Растрепанный, с блуждающими глазами, пошатываясь, Козопасов поплелся за Ефимом. И у Черепанова нехорошо стало на сердце.
«Вот она, наша доля!» — с огорчением подумал он, поглядывая на товарища.
Не знал он, что в письме о машине Козопасова Демидов писал управителю завода:
«А как во всем начальник должен быть еще более награжден, то чтобы сделать удовольствие Александру Акинфиевичу Любимову, даю отпускную его зятю, а сестре его приданое из конторы 2000 рублей ассигнациями».
Вот как обернулось дело!
Только в работе и забывались Черепановы. Мирон старался изо всех сил: сколько умных приспособлений придумал он, чтобы упростить машину, облегчить ее. Каждая выполненная им деталь, взятая в руку, сверкала чистотой отделки и радовала сердце. Большой талант таился в широкоплечем высоком парне, на верхней губе которого золотился пушок. Только он да отец могли с такой тонкостью отполировать цилиндры и подогнать к ним поршни. Работа спорилась. За нею незаметно ушла осень с темными волчьими ночами, убрались осенние воды из пруда: жадно выпил их большой Тагильский завод, немало пропустило их вододействующее колесо Козопасова. Заметно для глаза понизился горизонт прудовой воды, обнажились прибрежные серые валуны. Река Тагилка хорошо замерзла. В заводях и протоках заблестел под скупым солнцем зеркальный лед, такой прозрачный и тонкий, что сквозь него видны были мшистые камни на дне, водоросли и рыбьи резвые стайки. По утрам потрескивали морозы, стужа сковала горные потоки. Могучие кедры над речным яром стояли тихие, темные.

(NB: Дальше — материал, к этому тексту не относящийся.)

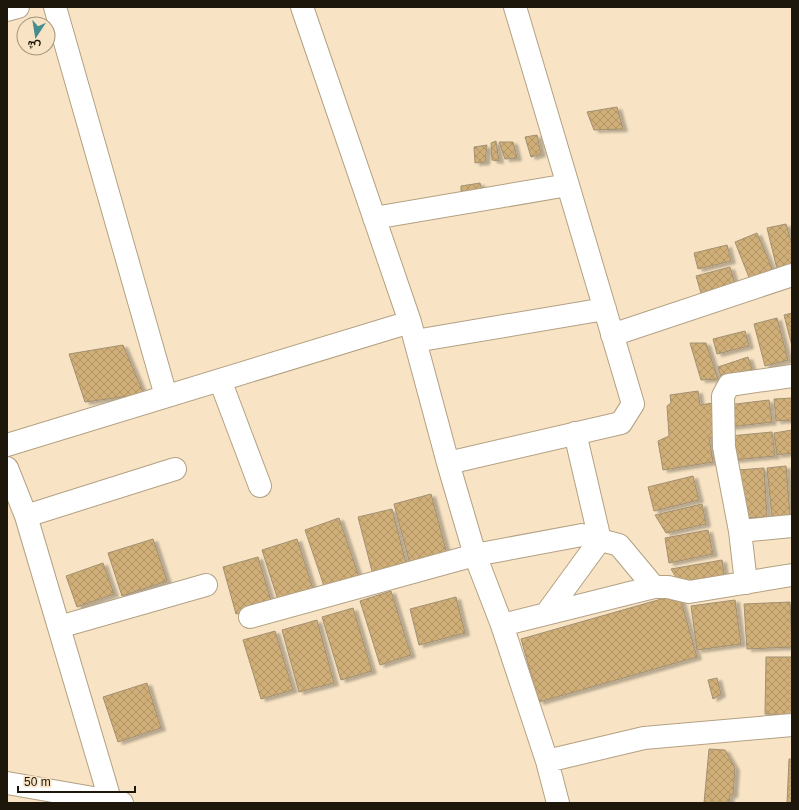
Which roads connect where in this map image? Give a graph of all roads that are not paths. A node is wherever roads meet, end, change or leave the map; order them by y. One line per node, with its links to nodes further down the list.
1 (18, 7): 5 (street)
2 (55, 7): 14 (street)
3 (302, 7): 7 (street)
4 (515, 7): 6 (street)
5 (7, 10)
6 (568, 185): 7 (street); 9 (street)
7 (374, 218): 10 (street)
8 (792, 275): 11 (street)
9 (605, 310): 10 (street); 11 (street)
10 (412, 332): 13 (street); 17 (street)
11 (612, 335): 15 (street)
12 (792, 376): 23 (street)
13 (220, 380): 14 (street); 20 (street)
14 (166, 396): 16 (street)
15 (575, 433): 17 (street); 24 (street)
16 (7, 445)
17 (448, 463): 25 (street)
18 (7, 468): 21 (street)
19 (175, 469): 21 (street)
20 (260, 486)
21 (26, 516): 33 (street)
22 (792, 526): 23 (street)
23 (740, 531): 27 (street)
24 (600, 540): 25 (street); 29 (street); 30 (street)
25 (475, 555): 31 (street); 32 (street)
26 (792, 575): 27 (street)
27 (746, 583): 29 (street)
28 (206, 585): 33 (street)
29 (654, 588): 30 (street)
30 (546, 614): 32 (street)
31 (250, 617)
32 (502, 625): 35 (street)
33 (58, 627): 37 (street)
34 (792, 725): 35 (street)
35 (547, 761): 38 (street)
36 (7, 783): 37 (street)
37 (116, 802)
38 (558, 803)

В одно октябрьское утро в избе внезапно посветлело. Ефим подошел к окну. Все сверкало кругом чистой белизной. Ночью выпал снег, и он сейчас так лучился, что невозможно становилось смотреть. А на пруду, горах и в лесах лежала такая успокаивающая тишина, что у мастера замирало сердце от чистой радости.
«Вот когда наша машина покажет себя! — подумал Черепанов. — Осенью воды много, не жалко, в горах то и дело идут дожди, и пруд все время пополняется. А вот зимой попробуй набери ее, чтобы двинуть колеса!»